Looking at the listing below, work out the number of lines where the string "Bolívar" shows up, and give that number only.

DATA TO EXAMINE:
========================================

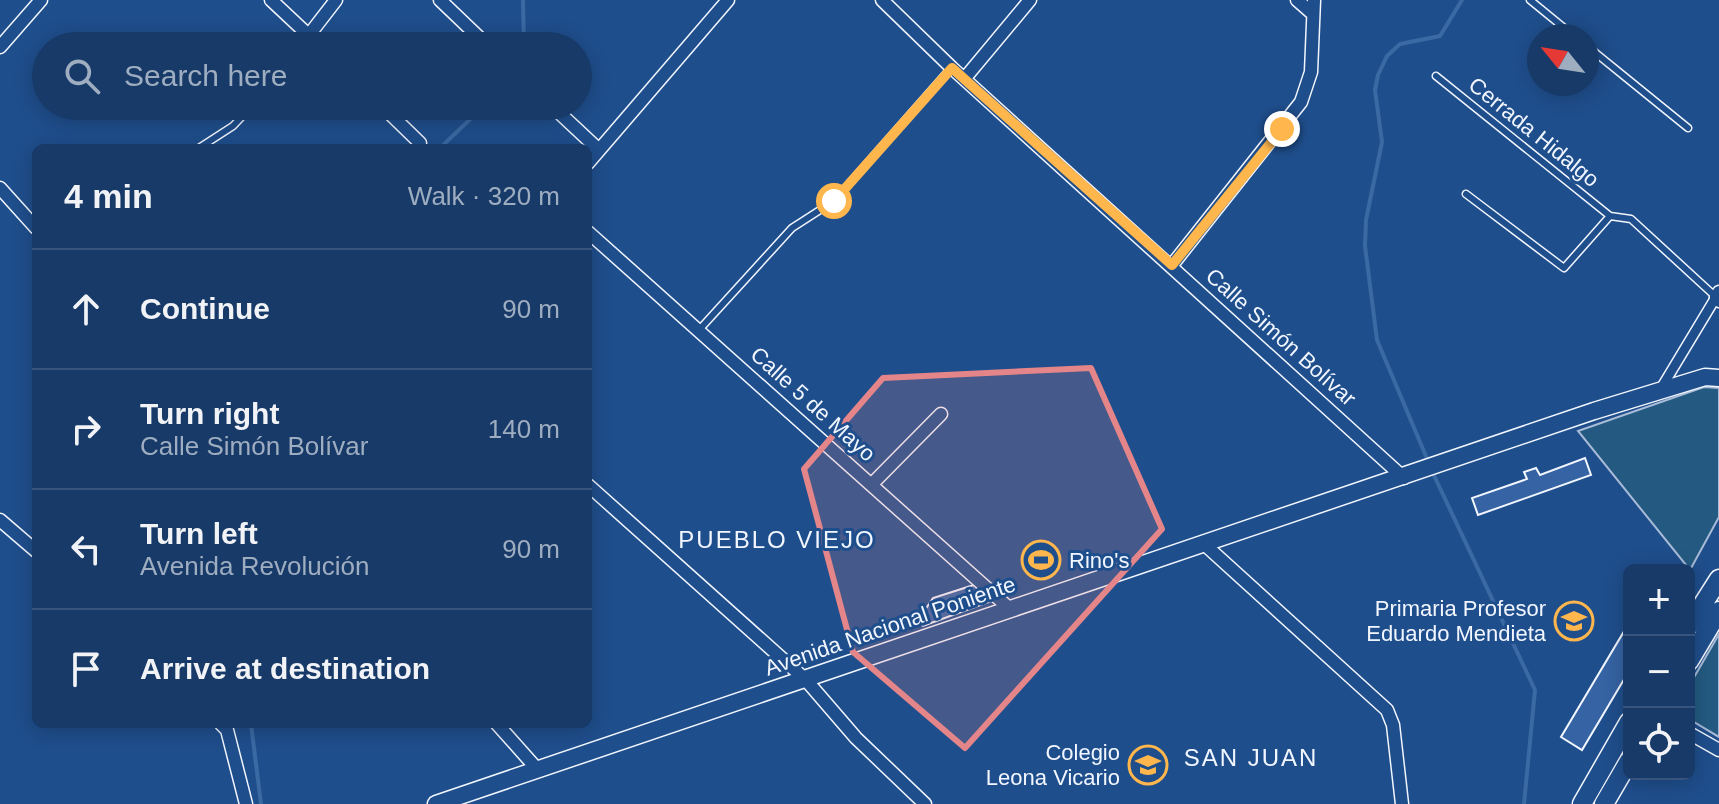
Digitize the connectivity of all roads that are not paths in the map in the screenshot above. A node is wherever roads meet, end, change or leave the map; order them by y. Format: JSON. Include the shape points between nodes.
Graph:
{"nodes":[{"id":1,"x":41,"y":0,"type":"edge"},
{"id":2,"x":271,"y":0,"type":"edge"},
{"id":3,"x":336,"y":0,"type":"edge"},
{"id":4,"x":440,"y":0,"type":"edge"},
{"id":5,"x":710,"y":0,"type":"edge"},
{"id":6,"x":882,"y":0,"type":"edge"},
{"id":7,"x":1030,"y":0,"type":"edge"},
{"id":8,"x":1297,"y":0,"type":"edge"},
{"id":9,"x":1314,"y":0,"type":"edge"},
{"id":10,"x":1530,"y":0,"type":"edge"},
{"id":11,"x":724,"y":5,"type":"edge"},
{"id":12,"x":1313,"y":14,"type":"junction"},
{"id":13,"x":1559,"y":24,"type":"edge"},
{"id":14,"x":306,"y":32,"type":"edge"},
{"id":15,"x":311,"y":32,"type":"edge"},
{"id":16,"x":473,"y":32,"type":"edge"},
{"id":17,"x":0,"y":47,"type":"edge"},
{"id":18,"x":1599,"y":56,"type":"edge"},
{"id":19,"x":952,"y":68,"type":"junction"},
{"id":20,"x":1436,"y":76,"type":"dead end"},
{"id":21,"x":965,"y":78,"type":"junction"},
{"id":22,"x":239,"y":120,"type":"edge"},
{"id":23,"x":396,"y":120,"type":"edge"},
{"id":24,"x":567,"y":120,"type":"edge"},
{"id":25,"x":1688,"y":128,"type":"dead end"},
{"id":26,"x":420,"y":143,"type":"dead end"},
{"id":27,"x":205,"y":144,"type":"edge"},
{"id":28,"x":599,"y":150,"type":"junction"},
{"id":29,"x":592,"y":158,"type":"edge"},
{"id":30,"x":0,"y":188,"type":"edge"},
{"id":31,"x":1466,"y":194,"type":"dead end"},
{"id":32,"x":1610,"y":216,"type":"junction"},
{"id":33,"x":32,"y":224,"type":"edge"},
{"id":34,"x":592,"y":236,"type":"edge"},
{"id":35,"x":1172,"y":265,"type":"junction"},
{"id":36,"x":1718,"y":297,"type":"edge"},
{"id":37,"x":699,"y":330,"type":"junction"},
{"id":38,"x":1719,"y":378,"type":"edge"},
{"id":39,"x":1660,"y":390,"type":"junction"},
{"id":40,"x":941,"y":414,"type":"dead end"},
{"id":41,"x":1404,"y":478,"type":"junction"},
{"id":42,"x":872,"y":484,"type":"junction"},
{"id":43,"x":592,"y":489,"type":"edge"},
{"id":44,"x":0,"y":520,"type":"edge"},
{"id":45,"x":1203,"y":543,"type":"junction"},
{"id":46,"x":32,"y":548,"type":"edge"},
{"id":47,"x":1719,"y":579,"type":"edge"},
{"id":48,"x":1009,"y":608,"type":"junction"},
{"id":49,"x":1719,"y":611,"type":"edge"},
{"id":50,"x":1695,"y":617,"type":"edge"},
{"id":51,"x":1695,"y":651,"type":"edge"},
{"id":52,"x":806,"y":680,"type":"junction"},
{"id":53,"x":225,"y":728,"type":"edge"},
{"id":54,"x":501,"y":728,"type":"edge"},
{"id":55,"x":1623,"y":732,"type":"edge"},
{"id":56,"x":1695,"y":736,"type":"edge"},
{"id":57,"x":1719,"y":750,"type":"edge"},
{"id":58,"x":538,"y":770,"type":"junction"},
{"id":59,"x":1623,"y":771,"type":"edge"},
{"id":60,"x":246,"y":804,"type":"edge"},
{"id":61,"x":436,"y":804,"type":"edge"},
{"id":62,"x":925,"y":804,"type":"edge"},
{"id":63,"x":1402,"y":804,"type":"edge"},
{"id":64,"x":1582,"y":804,"type":"edge"},
{"id":65,"x":1604,"y":804,"type":"edge"}],
"edges":[{"from":1,"to":17,"type":"street"},
{"from":2,"to":14,"type":"street"},
{"from":3,"to":15,"type":"street"},
{"from":4,"to":16,"type":"street"},
{"from":5,"to":11,"type":"street"},
{"from":6,"to":19,"type":"street","name":"Calle Simón Bolívar"},
{"from":7,"to":21,"type":"street"},
{"from":8,"to":12,"type":"street"},
{"from":9,"to":12,"type":"street"},
{"from":10,"to":13,"type":"lane"},
{"from":11,"to":28,"type":"street"},
{"from":12,"to":35,"type":"street","via":[[1311,72],[1301,102]]},
{"from":18,"to":25,"type":"lane"},
{"from":19,"to":21,"type":"street","name":"Calle Simón Bolívar"},
{"from":19,"to":37,"type":"lane","via":[[834,201],[792,228]]},
{"from":20,"to":32,"type":"lane","name":"Cerrada Hidalgo"},
{"from":21,"to":35,"type":"street","name":"Calle Simón Bolívar"},
{"from":22,"to":27,"type":"lane"},
{"from":23,"to":26,"type":"street"},
{"from":24,"to":28,"type":"street"},
{"from":28,"to":29,"type":"street"},
{"from":30,"to":33,"type":"street"},
{"from":31,"to":32,"type":"lane","name":"Cerrada Hidalgo","via":[[1564,268]]},
{"from":32,"to":36,"type":"lane","name":"Cerrada Hidalgo","via":[[1631,219]]},
{"from":34,"to":37,"type":"street","name":"Calle 5 de Mayo"},
{"from":35,"to":41,"type":"street","name":"Calle Simón Bolívar"},
{"from":36,"to":39,"type":"street"},
{"from":37,"to":42,"type":"street","name":"Calle 5 de Mayo"},
{"from":38,"to":39,"type":"street"},
{"from":39,"to":41,"type":"street","name":"Avenida Nacional Poniente"},
{"from":40,"to":42,"type":"street"},
{"from":41,"to":45,"type":"street","name":"Avenida Nacional Poniente"},
{"from":42,"to":48,"type":"street","name":"Calle 5 de Mayo"},
{"from":43,"to":52,"type":"street"},
{"from":44,"to":46,"type":"street"},
{"from":45,"to":48,"type":"street","name":"Avenida Nacional Poniente"},
{"from":45,"to":63,"type":"street","via":[[1387,710]]},
{"from":47,"to":50,"type":"main road"},
{"from":48,"to":52,"type":"street","name":"Avenida Nacional Poniente"},
{"from":49,"to":51,"type":"main road"},
{"from":52,"to":58,"type":"street","name":"Avenida Nacional Poniente"},
{"from":52,"to":62,"type":"street","via":[[856,738]]},
{"from":53,"to":60,"type":"street"},
{"from":54,"to":58,"type":"street"},
{"from":55,"to":64,"type":"main road"},
{"from":56,"to":57,"type":"street"},
{"from":58,"to":61,"type":"street","name":"Avenida Nacional Poniente"},
{"from":59,"to":65,"type":"main road"}]}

========================================

THE ANSWER:
4